Beyond that, fornication is wrong. It will never lead to anything positive.
@CeasarSalad,
You lost me on the last sentence.
On the other hand, I agree with the rest of your post.
@ossobuco,
I truly appreciate your response-fornication is a difficult subject to confront. That last sentence was difficult for me to include because I have fornicated in the past, I consider it a sin that I committed from a young age. I believe women should speak up about how fornication does not benefit our gender and even when guilty ourselves, we must still categorize it as a sin that harm many lives both male and female, not to mention the unplanned pregnancies and abortions that result from fornication.
@CeasarSalad,
We have differing beliefs.
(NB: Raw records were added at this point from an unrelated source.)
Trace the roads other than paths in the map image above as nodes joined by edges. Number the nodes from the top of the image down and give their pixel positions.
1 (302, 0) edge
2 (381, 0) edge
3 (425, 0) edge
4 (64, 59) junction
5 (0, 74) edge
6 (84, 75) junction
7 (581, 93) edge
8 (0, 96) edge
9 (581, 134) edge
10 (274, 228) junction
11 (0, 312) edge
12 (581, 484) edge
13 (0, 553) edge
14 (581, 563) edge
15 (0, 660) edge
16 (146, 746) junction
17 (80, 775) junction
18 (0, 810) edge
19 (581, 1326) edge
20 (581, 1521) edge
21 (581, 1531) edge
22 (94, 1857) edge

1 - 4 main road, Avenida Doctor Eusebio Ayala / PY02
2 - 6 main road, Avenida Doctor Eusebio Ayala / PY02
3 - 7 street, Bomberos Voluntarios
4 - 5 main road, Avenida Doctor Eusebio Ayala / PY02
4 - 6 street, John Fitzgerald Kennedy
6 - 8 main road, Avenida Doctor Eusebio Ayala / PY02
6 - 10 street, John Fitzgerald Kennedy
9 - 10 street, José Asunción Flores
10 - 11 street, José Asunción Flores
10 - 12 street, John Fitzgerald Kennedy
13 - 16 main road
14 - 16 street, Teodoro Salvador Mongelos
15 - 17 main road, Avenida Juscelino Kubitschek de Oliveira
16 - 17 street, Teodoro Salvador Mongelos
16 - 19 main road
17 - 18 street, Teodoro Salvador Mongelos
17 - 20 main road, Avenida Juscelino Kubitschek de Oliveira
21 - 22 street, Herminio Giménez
I respect your explaining.
@sandra19,
did you forget why you broke up with him?
@sandra19,
Quote:I met my ex 2 years ago and our relationship has been on and off since then, until I broke up with him for good a year ago.
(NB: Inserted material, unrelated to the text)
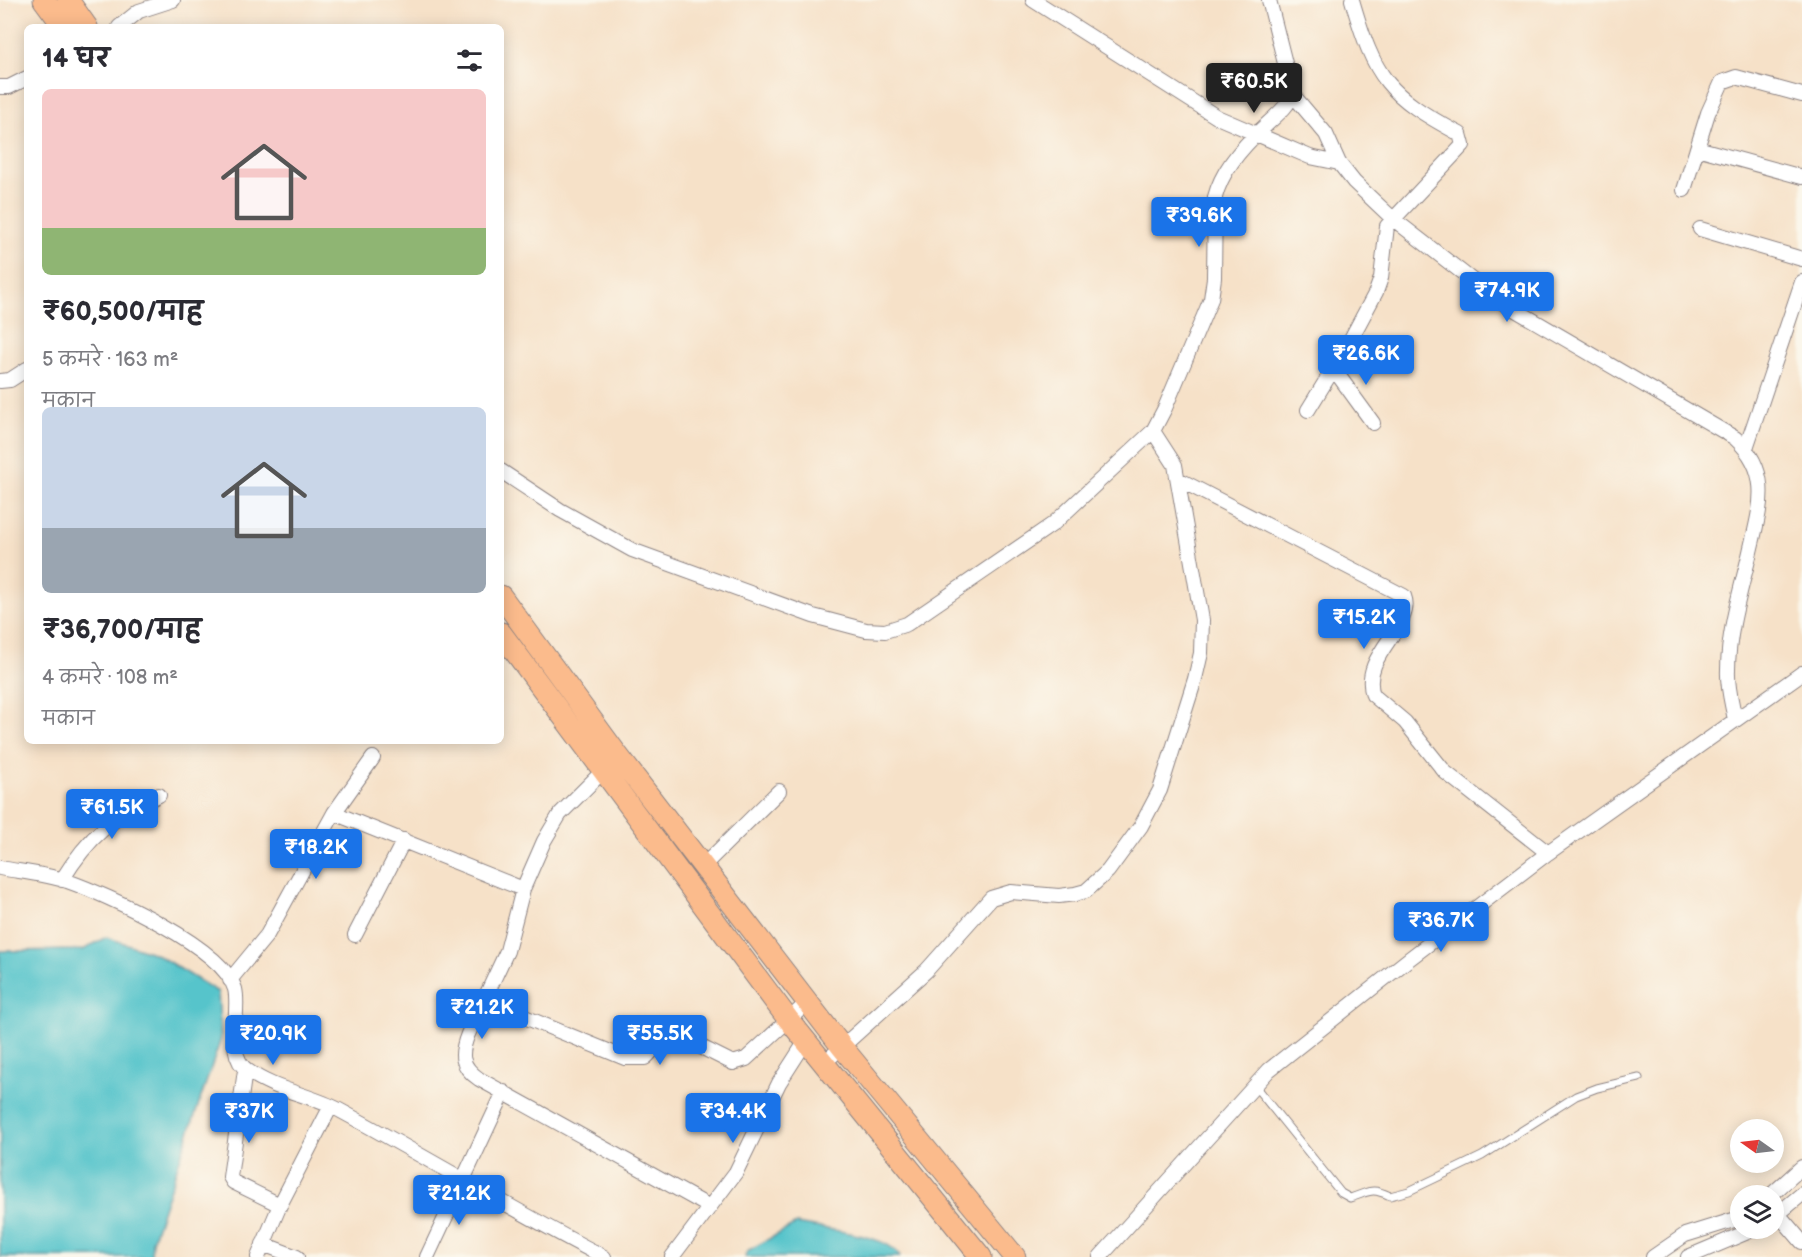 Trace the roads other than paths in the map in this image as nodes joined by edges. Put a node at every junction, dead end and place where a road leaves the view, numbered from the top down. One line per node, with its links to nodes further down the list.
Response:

You had your ex for 1 year in total and within that time, you both were on and off throughout the entire time.
He says " I know you can't go with out sex ,pick me instead of some random guy". What do you think he is actually saying?
"He wants to at least be friends or more". Sex.
"He wants to pick you up and take you to his house, persistent" Sex.
Quote:But I wonder why he is getting so sexual over the phone now
@sandra19,
This is a disaster on hold. If you like drama, being controlled and fake love, call him. If you want a healthy happy life cut this clingy user out of your life.
@CeasarSalad,
Quote:Beyond that, fornication is wrong. It will never lead to anything positive.
The statement that fornication is "wrong" is a matter of opinion (I happen to disagree with you).
The statement that fornication never leads to anything positive is factually wrong. Many of us have had wonderful experiences with fornication. That is something positive.
@maxdancona,
I agree, as noted earlier.
Some of the best times in my life involved fornicating.
But that does not matter to the poster.. who likely is sincere, re rules.